/
2021-09-28 Pulido/Wagner check-in

2021-09-28 Pulido/Wagner check-in

Date

Sep 28, 2021

Participants

  • @Jeffrey Wagner

  • @Iván Pulido

Discussion topics

Item

Notes

Item

Notes

Updates

  • JW

    • HierarchySchemes and Elements prototyped

    • Working on TopologyMolecule deprecation

  • IP

    • Checked out CCTBX, this DOES apply residue names and stuff, but it DOESN’T apply bondorders + formal charges. Largely aimed at crystallographers with messy data.

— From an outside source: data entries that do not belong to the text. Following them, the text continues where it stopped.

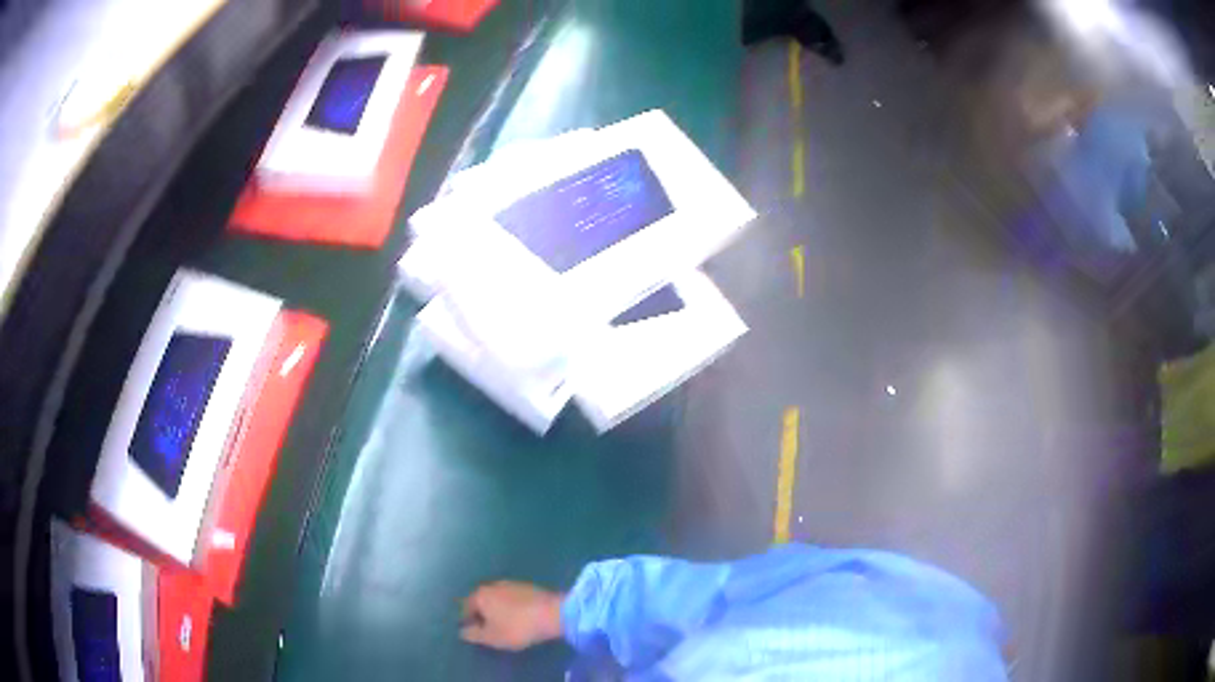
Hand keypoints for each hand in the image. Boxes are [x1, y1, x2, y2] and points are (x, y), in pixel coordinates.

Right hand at [460, 581, 564, 650]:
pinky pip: (513, 599)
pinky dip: (511, 608)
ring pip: (498, 599)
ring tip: (503, 625)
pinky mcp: (529, 587)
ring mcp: (512, 584)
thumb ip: (474, 634)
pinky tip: (518, 618)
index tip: (471, 632)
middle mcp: (493, 585)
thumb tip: (462, 631)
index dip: (466, 620)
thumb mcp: (492, 637)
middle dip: (482, 614)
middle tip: (486, 629)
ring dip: (497, 610)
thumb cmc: (517, 627)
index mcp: (480, 595)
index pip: (465, 607)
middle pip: (481, 601)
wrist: (553, 613)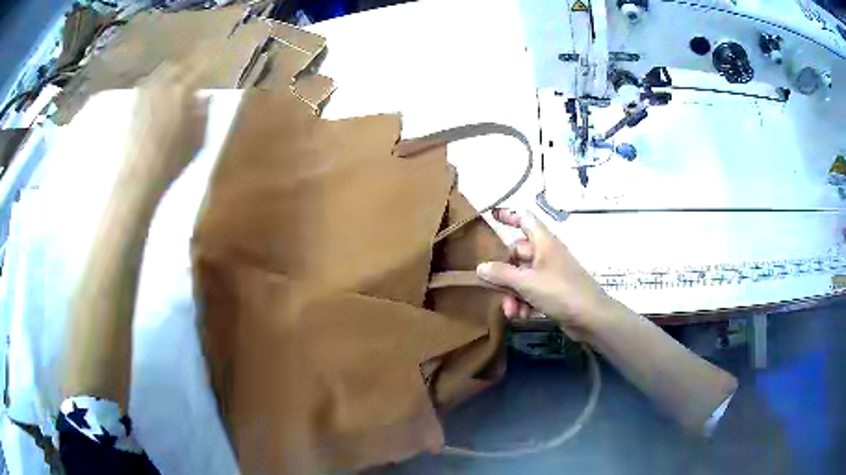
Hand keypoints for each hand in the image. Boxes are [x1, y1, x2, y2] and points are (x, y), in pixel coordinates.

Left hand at [118, 60, 208, 193]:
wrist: (139, 177)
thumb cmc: (171, 163)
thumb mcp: (198, 143)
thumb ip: (204, 115)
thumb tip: (206, 97)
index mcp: (183, 93)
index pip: (199, 71)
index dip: (205, 71)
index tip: (210, 73)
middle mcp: (164, 86)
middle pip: (178, 67)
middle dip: (186, 70)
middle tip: (191, 78)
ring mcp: (147, 94)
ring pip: (161, 72)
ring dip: (169, 74)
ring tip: (173, 83)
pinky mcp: (134, 103)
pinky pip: (146, 83)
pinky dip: (154, 83)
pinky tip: (156, 93)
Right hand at [476, 209, 615, 336]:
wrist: (591, 317)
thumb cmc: (561, 291)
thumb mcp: (527, 282)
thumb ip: (502, 274)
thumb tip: (480, 267)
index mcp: (544, 243)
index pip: (525, 219)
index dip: (509, 215)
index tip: (491, 215)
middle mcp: (547, 254)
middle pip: (518, 254)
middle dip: (504, 273)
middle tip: (493, 288)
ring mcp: (551, 274)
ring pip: (522, 277)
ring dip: (513, 293)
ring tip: (511, 311)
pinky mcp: (553, 292)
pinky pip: (531, 291)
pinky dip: (524, 302)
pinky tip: (521, 316)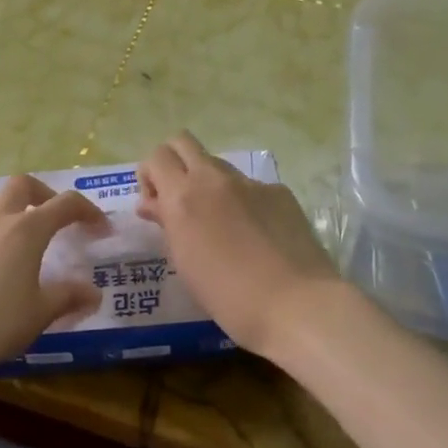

So one module handles PDB, another handles MMCIF.

      • IP – Kinda tricky because it pulls in a bunch of dependencies

      • JW – Licensing issues?

        • (General) – It’s MIT or BSD3 licensed

      •  

Next steps

  • What loading pathways do we WANT to offer?

    • Load from Element + bond existence

      • Element PDB w/ CONECT

      • mmcif w/ bonds

    • Load from atomtyped representation with atom names matching a known typing scheme

      • Atomtyped PDB w/o CONECT (Perses entry point)

      • mmcif w/o bonds

  • What loading pathways CAN we offer?

    • (slow) Molecule.from_pdb (matching to residue templates)

      • Element PDB w/ CONECT → OFFMol

      • (would require more work) mmcif with bonds → OFFMol

    • CCTBX

      • Element PDB → Atomtyped PDB w/ CONECT

  • What prep method will people have used beforehand?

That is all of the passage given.